Coming up for air

Houston one year after Harvey

A resconstructed Congregation Beth Yeshurun in Houston (photo credit: Courtesy)
A resconstructed Congregation Beth Yeshurun in Houston
(photo credit: Courtesy)
 
It was 4 a.m. and Margaret Lewis couldn’t sleep. She looked outside into the fog and rain and gasped. Water had reached her porch. Within an hour, it was at her doorstep.
Lewis woke her husband, Mark, and their three children, then ages 10, 13 and 16. Together, they started moving their belongings to the highest places they could find. But it was for naught. Ultimately, their home and almost everything inside it was destroyed by the rushing waters of what became known as Hurricane Harvey, a category 4 storm that hit Texas on August 25, 2017 and caused $125 billion in damage according to the National Hurricane Center.
At its peak, on September 1, 2017, one-third of Houston was under water.
Mark Lewis, a trained public safety diver, rowed his family to safety in a kayak he blew up with power from his car’s cigarette lighter. Then, he turned to his wife and said, “I have to go back out there,” Margaret Lewis recalled. “Often in these kinds of situations, police will see people trying to help and say, ‘Thank you for trying, but please go home.’ Not here. Police saw people in boats and kayaks and said, ‘Rescue whoever you can see. The police themselves were overwhelmed.”
One year later, the Lewises are still not back in their home.
“My oldest is leaving for college and he will never really get back into his home in the same way,” she said. “The other day, my middle one said, ‘Mom, do you ever get scared when it rains?’ She is a sophomore. When it rains, you have a whole city of children who wonder if it’s going to happen again.”
She continued, “It is a combination of really wanting to get back to normal and pretend that everything is OK, then being caught every once in a while, and realizing that we are really not OK yet.”
Speaking by phone to The Jerusalem Report, Lewis broke into tears revisiting the painful and humbling days after Harvey, when her family was “buoyed by the community” in every way.
“That first Friday night, a woman named Nancy called, and she said she had Shabbat dinner for me and my family. She wondered if I could come to the synagogue before 3 p.m. or if someone should deliver it,” Lewis said.
The Jewish Federation of Greater Houston helped the Lewis family replace some of its furniture to fill a small high-rise apartment in which they are living until their home is ready. It also coordinated additional grants and offered mental health support.
“I recognize that my grandparents came over as immigrants from Germany in 1939, poor, with nothing, and organizations like Jewish Family Services helped them get on their feet,” said Lewis. “The next generation became donors. And now, here we are, recipients again.”

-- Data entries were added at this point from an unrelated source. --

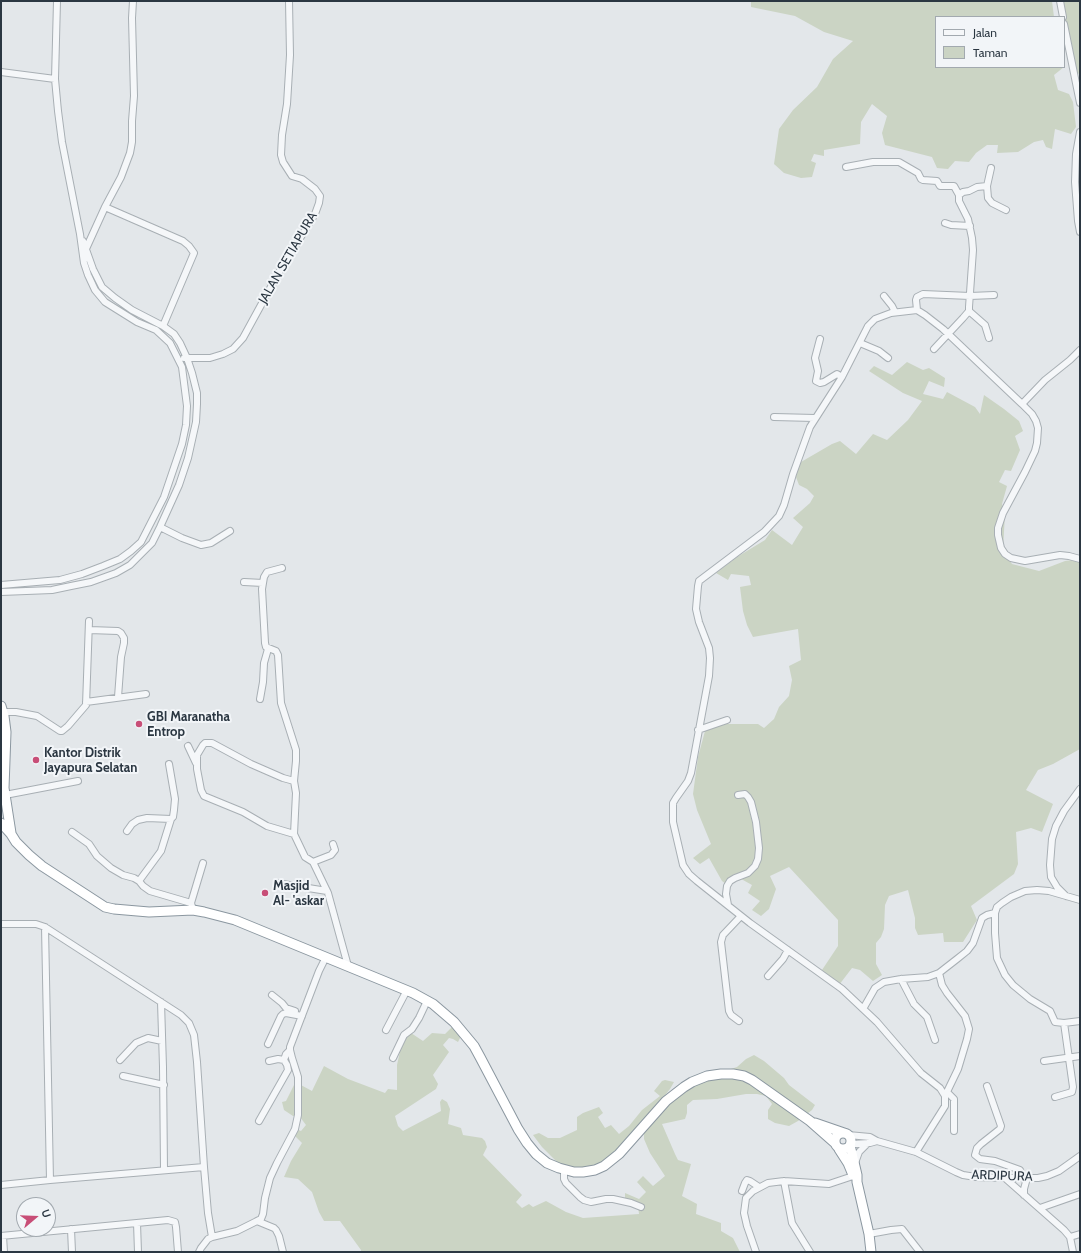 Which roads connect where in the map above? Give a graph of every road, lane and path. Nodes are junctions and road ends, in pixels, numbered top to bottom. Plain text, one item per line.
1 (57, 1) edge
2 (133, 1) edge
3 (288, 1) edge
4 (1060, 1) edge
5 (1063, 16) edge
6 (1065, 28) edge
7 (1, 72) edge
8 (55, 79) junction
9 (1080, 103) edge
10 (1080, 132) edge
11 (846, 167) dead end
12 (991, 168) dead end
13 (987, 186) junction
14 (959, 195) junction
15 (105, 208) junction
16 (1006, 210) dead end
17 (1079, 219) edge
18 (945, 223) dead end
19 (970, 226) junction
20 (1080, 232) edge
21 (84, 252) junction
22 (994, 295) dead end
23 (884, 296) dead end
24 (970, 296) junction
25 (917, 310) junction
26 (969, 311) junction
27 (894, 312) junction
28 (163, 326) junction
29 (949, 334) junction
30 (990, 338) dead end
31 (820, 340) dead end
32 (860, 342) junction
33 (934, 349) dead end
34 (1080, 350) edge
35 (178, 358) junction
36 (187, 358) junction
37 (888, 358) dead end
38 (842, 377) junction
39 (1022, 404) junction
40 (774, 417) dead end
41 (815, 418) junction
42 (160, 527) junction
43 (230, 531) dead end
44 (1080, 559) edge
45 (282, 568) dead end
46 (244, 582) dead end
47 (263, 583) junction
48 (1, 585) edge
49 (1, 592) edge
50 (89, 621) dead end
51 (89, 630) junction
52 (268, 649) junction
53 (146, 694) dead end
54 (118, 698) junction
55 (260, 699) dead end
56 (86, 702) junction
57 (2, 709) edge
58 (727, 720) dead end
59 (698, 730) junction
60 (188, 746) dead end
61 (196, 763) junction
62 (170, 764) dead end
63 (78, 781) dead end
64 (294, 781) junction
65 (1080, 789) edge
66 (3, 792) edge
67 (738, 795) dead end
68 (171, 819) junction
69 (1, 823) edge
70 (127, 831) dead end
71 (72, 832) dead end
72 (11, 834) junction
73 (294, 834) junction
74 (333, 844) dead end
75 (312, 862) junction
76 (203, 863) dead end
77 (139, 881) junction
78 (277, 883) dead end
79 (327, 891) junction
80 (1067, 897) junction
81 (1080, 900) edge
82 (728, 905) junction
83 (192, 907) junction
84 (995, 913) junction
85 (742, 916) junction
86 (1, 924) edge
87 (45, 927) junction
88 (788, 950) junction
89 (326, 957) junction
90 (348, 966) junction
91 (939, 973) junction
92 (768, 976) dead end
93 (901, 979) junction
94 (408, 990) junction
95 (272, 996) dead end
96 (427, 1001) junction
97 (161, 1002) junction
98 (863, 1009) junction
99 (302, 1015) junction
100 (1080, 1021) edge
101 (739, 1022) dead end
102 (1064, 1023) junction
103 (386, 1030) dead end
104 (935, 1040) dead end
105 (162, 1041) junction
106 (268, 1044) dead end
107 (290, 1050) junction
108 (1080, 1056) edge
109 (1069, 1057) junction
110 (393, 1058) dead end
111 (120, 1060) dead end
112 (284, 1060) junction
113 (269, 1061) dead end
114 (1044, 1061) dead end
115 (123, 1076) dead end
116 (164, 1085) junction
117 (987, 1086) dead end
118 (946, 1094) junction
119 (1055, 1097) dead end
120 (259, 1121) dead end
121 (810, 1121) junction
122 (954, 1132) dead end
123 (848, 1139) junction
124 (877, 1141) junction
125 (868, 1143) junction
126 (837, 1146) junction
127 (916, 1152) junction
128 (1080, 1156) edge
129 (855, 1164) junction
130 (204, 1167) junction
131 (564, 1169) junction
132 (164, 1170) junction
133 (856, 1178) junction
134 (1005, 1178) junction
135 (1025, 1178) junction
136 (50, 1180) junction
137 (784, 1181) junction
138 (1, 1185) edge
139 (759, 1187) junction
140 (742, 1191) dead end
141 (1080, 1194) edge
142 (1024, 1195) junction
143 (641, 1207) dead end
144 (1040, 1208) junction
145 (258, 1221) junction
146 (137, 1223) junction
147 (71, 1229) junction
148 (869, 1234) junction
149 (1080, 1234) edge
150 (2, 1236) edge
151 (212, 1237) junction
152 (1070, 1237) junction
153 (4, 1252) edge
154 (72, 1252) edge
155 (138, 1252) edge
156 (178, 1252) edge
157 (199, 1252) edge
158 (283, 1252) edge
159 (756, 1252) edge
160 (810, 1252) edge
161 (870, 1252) edge
162 (920, 1252) edge
163 (1073, 1252) edge

1 - 8 street
2 - 15 street
3 - 36 street, JALAN SETIAPURA
4 - 5 street
6 - 9 street
7 - 8 street
8 - 21 street
10 - 17 street
11 - 14 street
12 - 13 street
13 - 14 street
13 - 16 street
14 - 19 street
15 - 21 street
15 - 28 street
17 - 20 street
18 - 19 street
19 - 24 street
21 - 28 street
21 - 35 street
22 - 24 street
23 - 27 street
24 - 25 street
24 - 26 street
25 - 27 street
25 - 29 street
26 - 29 street
26 - 30 street
27 - 32 street
28 - 36 street
29 - 33 street
29 - 39 street
31 - 38 street
32 - 37 street
32 - 38 street
34 - 39 street
35 - 36 street, JALAN SETIAPURA
35 - 48 street
36 - 42 street
38 - 41 street
39 - 44 street
40 - 41 street
41 - 59 street
42 - 43 street
42 - 49 street
45 - 47 street
46 - 47 street
47 - 52 street
50 - 51 street
51 - 54 street
51 - 56 street
52 - 55 street
52 - 64 street
53 - 54 street
54 - 56 street
56 - 57 street
57 - 66 highway
58 - 59 street
59 - 82 street
60 - 61 street
61 - 64 street
61 - 73 street
62 - 68 street
63 - 66 street
64 - 73 street
65 - 80 street
66 - 72 highway
67 - 82 street
68 - 70 street
68 - 77 street
69 - 72 highway
71 - 77 street
72 - 83 highway
73 - 75 street
74 - 75 street
75 - 79 street
76 - 83 street
77 - 83 street
78 - 79 street
79 - 90 street
80 - 81 street
80 - 84 street
82 - 85 street
83 - 89 highway
84 - 91 street
84 - 102 street
85 - 88 street
85 - 101 street
86 - 87 street
87 - 97 street
87 - 136 street
88 - 92 street
88 - 98 street
89 - 90 highway
89 - 99 street
90 - 94 highway
91 - 93 street
91 - 118 street
93 - 98 street
93 - 104 street
94 - 96 highway
94 - 103 street
95 - 99 street
96 - 110 street
96 - 131 highway
97 - 105 street
97 - 130 street
98 - 118 street
99 - 106 street
99 - 107 street
100 - 102 street
102 - 109 street
105 - 111 street
105 - 116 street
107 - 112 street
107 - 145 street
108 - 109 street
109 - 114 street
109 - 119 street
112 - 113 street
112 - 120 street
115 - 116 street
116 - 132 street
117 - 135 street
118 - 122 street
118 - 127 street
121 - 123 highway
121 - 126 highway
121 - 131 highway
123 - 124 street, ARDIPURA
123 - 125 street, ARDIPURA
123 - 126 highway
123 - 126 highway
123 - 129 highway
124 - 125 street, ARDIPURA
124 - 127 street, ARDIPURA
125 - 129 street
126 - 133 highway
127 - 134 street, ARDIPURA
128 - 135 street, ARDIPURA
129 - 133 highway
130 - 132 street
130 - 151 street
131 - 143 street
132 - 136 street
133 - 137 street
133 - 148 highway
134 - 135 street, ARDIPURA
134 - 142 street
135 - 142 street
136 - 138 street
137 - 139 street
137 - 160 street
139 - 140 street
139 - 159 street
141 - 144 street
142 - 144 street
144 - 152 street
145 - 151 street
145 - 158 street
146 - 147 street
146 - 155 street
146 - 156 street
147 - 150 street
147 - 154 street
148 - 161 highway
148 - 162 street
149 - 152 street
150 - 153 street
151 - 157 street
152 - 163 street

Lewis said when a JFS caseworker told her that she could receive assistance, she was speechless. “My husband looked at me and said, ‘Just say thank you.’ It has been a tremendous lesson.”
The Lewis family is one of more than 2,000 Jewish households that were impacted by Harvey. An estimated 50% of households in the Mid-Brays/Meyerland area – where most of the Jewish community lives – were flooded.
Seven major Houston Jewish institutions suffered excessive or catastrophic flood damage, including two of the largest synagogues, a day school, Jewish Community Center and senior care center. Institutional damage alone was estimated to exceed $50 million.
Immediately following the storm, the JFGH and the Jewish Federations of North America set up the Hurricane Harvey Relief Fund. They raised $23.7 million to provide direct assistance to families and rebuild institutions, as well as for long-term initiatives to ensure connection to Jewish life and resilience for future flooding. JFGH CEO Avital Ingber said the federation received donations from more than 12,000 donors for hurricane relief – more than it receives in an average two years – which does not include donations that poured into federations across America.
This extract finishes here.